* _What needs to be done_: Copy out all lines from the entries below in which "Zeynalabdin" occurs.

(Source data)
☆ ☆ ☆

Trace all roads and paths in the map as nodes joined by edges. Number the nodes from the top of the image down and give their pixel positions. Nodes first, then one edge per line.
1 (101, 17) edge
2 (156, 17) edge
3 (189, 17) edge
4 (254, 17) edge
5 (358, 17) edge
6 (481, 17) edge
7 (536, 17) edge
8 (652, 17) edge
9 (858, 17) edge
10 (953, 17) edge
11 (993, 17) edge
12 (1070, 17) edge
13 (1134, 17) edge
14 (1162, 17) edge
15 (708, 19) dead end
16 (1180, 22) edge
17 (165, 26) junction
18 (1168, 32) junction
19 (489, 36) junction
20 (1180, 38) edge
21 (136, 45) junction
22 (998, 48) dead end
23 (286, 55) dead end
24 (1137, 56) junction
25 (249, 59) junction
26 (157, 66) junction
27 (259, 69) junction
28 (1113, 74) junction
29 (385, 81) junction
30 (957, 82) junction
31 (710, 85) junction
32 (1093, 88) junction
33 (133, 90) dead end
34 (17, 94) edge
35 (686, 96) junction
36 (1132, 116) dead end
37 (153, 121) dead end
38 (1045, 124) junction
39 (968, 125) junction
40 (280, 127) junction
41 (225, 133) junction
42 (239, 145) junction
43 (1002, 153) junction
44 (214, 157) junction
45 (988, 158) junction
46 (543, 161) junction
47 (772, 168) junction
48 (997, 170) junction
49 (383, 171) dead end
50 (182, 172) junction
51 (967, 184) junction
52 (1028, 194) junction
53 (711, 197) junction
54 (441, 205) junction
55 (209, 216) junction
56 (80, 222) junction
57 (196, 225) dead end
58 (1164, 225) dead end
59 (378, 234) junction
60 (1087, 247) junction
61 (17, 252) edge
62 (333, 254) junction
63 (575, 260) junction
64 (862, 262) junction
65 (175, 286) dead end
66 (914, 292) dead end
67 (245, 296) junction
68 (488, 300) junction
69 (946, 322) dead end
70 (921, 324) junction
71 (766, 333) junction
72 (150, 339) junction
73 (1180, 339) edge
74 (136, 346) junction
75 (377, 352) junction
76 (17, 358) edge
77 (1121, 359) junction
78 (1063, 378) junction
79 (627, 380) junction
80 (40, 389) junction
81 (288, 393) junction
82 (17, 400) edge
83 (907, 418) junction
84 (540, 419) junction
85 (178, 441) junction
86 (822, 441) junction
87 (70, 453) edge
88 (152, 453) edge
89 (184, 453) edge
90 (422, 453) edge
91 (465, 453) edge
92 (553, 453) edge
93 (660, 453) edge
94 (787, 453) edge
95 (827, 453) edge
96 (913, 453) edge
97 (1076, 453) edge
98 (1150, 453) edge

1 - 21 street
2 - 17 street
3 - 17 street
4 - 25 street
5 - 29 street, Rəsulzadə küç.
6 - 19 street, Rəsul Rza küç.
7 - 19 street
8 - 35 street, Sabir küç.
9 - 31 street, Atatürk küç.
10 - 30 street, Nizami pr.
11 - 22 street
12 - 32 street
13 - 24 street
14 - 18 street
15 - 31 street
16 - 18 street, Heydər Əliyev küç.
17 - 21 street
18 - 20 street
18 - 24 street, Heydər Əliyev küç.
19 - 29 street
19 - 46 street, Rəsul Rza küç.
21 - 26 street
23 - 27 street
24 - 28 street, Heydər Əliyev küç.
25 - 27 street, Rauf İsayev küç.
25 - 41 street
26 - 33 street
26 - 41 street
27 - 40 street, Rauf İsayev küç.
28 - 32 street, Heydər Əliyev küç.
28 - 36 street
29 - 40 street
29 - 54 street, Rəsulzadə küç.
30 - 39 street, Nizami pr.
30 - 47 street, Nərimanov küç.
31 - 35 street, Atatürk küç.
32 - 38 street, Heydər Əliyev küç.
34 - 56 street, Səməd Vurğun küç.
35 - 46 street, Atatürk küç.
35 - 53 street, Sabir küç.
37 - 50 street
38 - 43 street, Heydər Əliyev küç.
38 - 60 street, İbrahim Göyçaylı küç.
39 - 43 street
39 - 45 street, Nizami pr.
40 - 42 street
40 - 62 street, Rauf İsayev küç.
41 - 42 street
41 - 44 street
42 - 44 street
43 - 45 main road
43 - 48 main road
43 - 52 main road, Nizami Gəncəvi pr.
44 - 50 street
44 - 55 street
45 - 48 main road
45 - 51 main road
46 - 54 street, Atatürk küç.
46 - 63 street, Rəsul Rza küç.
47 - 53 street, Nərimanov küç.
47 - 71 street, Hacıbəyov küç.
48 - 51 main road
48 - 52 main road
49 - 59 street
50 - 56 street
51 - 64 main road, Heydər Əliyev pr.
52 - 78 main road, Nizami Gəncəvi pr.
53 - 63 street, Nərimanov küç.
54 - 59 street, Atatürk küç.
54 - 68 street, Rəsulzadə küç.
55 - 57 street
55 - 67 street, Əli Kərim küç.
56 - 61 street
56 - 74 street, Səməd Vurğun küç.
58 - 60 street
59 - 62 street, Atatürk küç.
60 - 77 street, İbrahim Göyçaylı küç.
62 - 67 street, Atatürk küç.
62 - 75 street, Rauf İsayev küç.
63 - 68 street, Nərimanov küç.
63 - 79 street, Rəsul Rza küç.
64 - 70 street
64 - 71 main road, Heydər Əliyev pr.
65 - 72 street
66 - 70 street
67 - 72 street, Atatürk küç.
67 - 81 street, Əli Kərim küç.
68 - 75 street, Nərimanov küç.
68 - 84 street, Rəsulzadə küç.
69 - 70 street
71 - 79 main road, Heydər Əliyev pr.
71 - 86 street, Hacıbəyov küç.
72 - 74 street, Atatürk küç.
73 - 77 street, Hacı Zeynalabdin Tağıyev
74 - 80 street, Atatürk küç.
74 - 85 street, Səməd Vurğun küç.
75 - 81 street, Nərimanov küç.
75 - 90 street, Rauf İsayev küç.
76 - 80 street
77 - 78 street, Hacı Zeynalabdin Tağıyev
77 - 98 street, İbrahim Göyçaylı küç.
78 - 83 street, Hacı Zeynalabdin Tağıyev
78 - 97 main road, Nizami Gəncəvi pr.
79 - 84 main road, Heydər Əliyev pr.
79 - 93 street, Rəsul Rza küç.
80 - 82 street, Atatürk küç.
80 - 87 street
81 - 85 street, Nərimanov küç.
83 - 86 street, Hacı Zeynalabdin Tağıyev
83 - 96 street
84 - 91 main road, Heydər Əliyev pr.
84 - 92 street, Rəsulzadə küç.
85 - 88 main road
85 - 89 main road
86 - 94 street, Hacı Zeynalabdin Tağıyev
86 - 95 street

☆ ☆ ☆

* _Exercise answer_:
73 - 77 street, Hacı Zeynalabdin Tağıyev
77 - 78 street, Hacı Zeynalabdin Tağıyev
78 - 83 street, Hacı Zeynalabdin Tağıyev
83 - 86 street, Hacı Zeynalabdin Tağıyev
86 - 94 street, Hacı Zeynalabdin Tağıyev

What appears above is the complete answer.